We each have things within in our soul that really don’t belong there, that keep us from the kind of enlightenment and communion with God that we could otherwise enjoy. However, how often do we show the energy of Zacchaeus to spring into action over this, or his zeal to attack our sins at their very roots? Far too often we lay in the deep slumber of sin, and while we lament what we see in us, we seem too lethargic to do much about it.

Change is hard; there is no doubt about that. But I suspect that beneath our sloth and slowness to change there exists an even deeper sin, a sin so stealthy that even though each one of us knows we have it, we ourselves scarcely understand how much of an influence it has upon us. I am speaking of the chief of all sins, the sin of pride. The kind of pride I’m talking about here is not just the vanity of thinking that we are slightly better than we really are. I’m talking about the really ugly and dirty kind of pride that deluded the devil into an attempt to set his throne of rule above even that of God Himself. It is this pride that causes us, just like the devil, to struggle against God and resist His rule.
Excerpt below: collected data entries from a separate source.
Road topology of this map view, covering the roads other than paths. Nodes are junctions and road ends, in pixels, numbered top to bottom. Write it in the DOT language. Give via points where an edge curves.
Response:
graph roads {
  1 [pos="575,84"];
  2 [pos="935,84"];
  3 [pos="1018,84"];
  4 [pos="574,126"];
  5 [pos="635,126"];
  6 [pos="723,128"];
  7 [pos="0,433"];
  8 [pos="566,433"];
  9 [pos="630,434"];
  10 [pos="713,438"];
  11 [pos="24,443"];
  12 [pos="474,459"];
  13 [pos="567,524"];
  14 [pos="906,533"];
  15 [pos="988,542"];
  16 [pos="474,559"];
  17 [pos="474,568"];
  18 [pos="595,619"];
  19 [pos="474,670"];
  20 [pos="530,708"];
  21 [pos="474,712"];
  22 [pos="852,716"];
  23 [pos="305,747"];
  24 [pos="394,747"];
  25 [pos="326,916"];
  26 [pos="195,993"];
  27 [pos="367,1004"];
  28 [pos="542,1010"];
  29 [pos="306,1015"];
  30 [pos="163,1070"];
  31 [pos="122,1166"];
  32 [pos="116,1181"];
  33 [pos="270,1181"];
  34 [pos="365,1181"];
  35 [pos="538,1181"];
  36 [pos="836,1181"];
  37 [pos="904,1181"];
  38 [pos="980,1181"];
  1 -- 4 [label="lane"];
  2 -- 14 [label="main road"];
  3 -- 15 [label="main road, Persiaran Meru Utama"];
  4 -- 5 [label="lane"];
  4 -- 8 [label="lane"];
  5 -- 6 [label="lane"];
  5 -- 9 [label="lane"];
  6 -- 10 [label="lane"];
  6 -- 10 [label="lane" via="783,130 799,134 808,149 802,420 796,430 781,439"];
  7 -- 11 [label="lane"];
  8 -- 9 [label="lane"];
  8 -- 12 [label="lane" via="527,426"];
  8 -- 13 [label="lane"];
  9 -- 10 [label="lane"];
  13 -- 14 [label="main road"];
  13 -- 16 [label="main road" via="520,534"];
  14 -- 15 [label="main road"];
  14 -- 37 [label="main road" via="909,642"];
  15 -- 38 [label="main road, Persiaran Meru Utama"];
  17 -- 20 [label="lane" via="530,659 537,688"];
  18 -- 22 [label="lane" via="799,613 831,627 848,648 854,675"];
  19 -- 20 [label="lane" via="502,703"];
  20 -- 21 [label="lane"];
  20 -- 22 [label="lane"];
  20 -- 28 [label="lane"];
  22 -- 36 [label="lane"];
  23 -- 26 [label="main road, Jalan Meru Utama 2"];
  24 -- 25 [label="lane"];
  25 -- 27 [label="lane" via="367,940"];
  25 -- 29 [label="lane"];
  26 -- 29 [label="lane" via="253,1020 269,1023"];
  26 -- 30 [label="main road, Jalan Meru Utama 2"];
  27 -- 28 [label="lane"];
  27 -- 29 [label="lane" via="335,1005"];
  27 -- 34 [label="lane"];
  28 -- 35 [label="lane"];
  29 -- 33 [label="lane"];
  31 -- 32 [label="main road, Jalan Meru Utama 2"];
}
Let me run a thought by you. Whenever we are consistently sloppy about our rule of prayer or our times of fasting, whenever we routinely skip services that we really could make it to but just don’t want to bother, when we fail to financially support the parish if even a small amount given faithfully each month, when we casually disregard the counsel or penance given to us by the priest in confession or avoid the confessional entirely, aren’t these all signs of a rejection of the rule of God in our lives? Perhaps we never thought of it that way. Perhaps in our hearts we feel we have good reason for all our choices. Perhaps we have forgotten that our hearts are desperately sick and darkened and are not at all reliable guides in the spiritual life. Only obedience brings the light and life of God into our lives.

Perhaps then, our repentance should take the form of a stronger obedience to the Church. For some of us, this would represent a repentance as radical as that of Zacchaeus; for all of us this would bring an even deeper blessing. Repentance must be life changing; that’s literally what the word itself means. But there can be no change if we don’t first humble ourselves before the Almighty God and obey what He has already put in front of us in the Church. First that terrible pride must die; that pride of holding back and of telling God “I can’t” or I won’t” or “I want to do it my way”. Start identifying that pride and start putting it to death through obedience, and you will find yourself on your way to remarkable change in your life.

And so my brothers and sisters, let us take this example of Zacchaeus and realize that we too can change. You can have a soul made more pure in which the Lord can truly dwell and from which He can graciously rule your life, if only that is what you desire.

+To the glory of God the Father, the Son, and the Holy Spirit. Amen.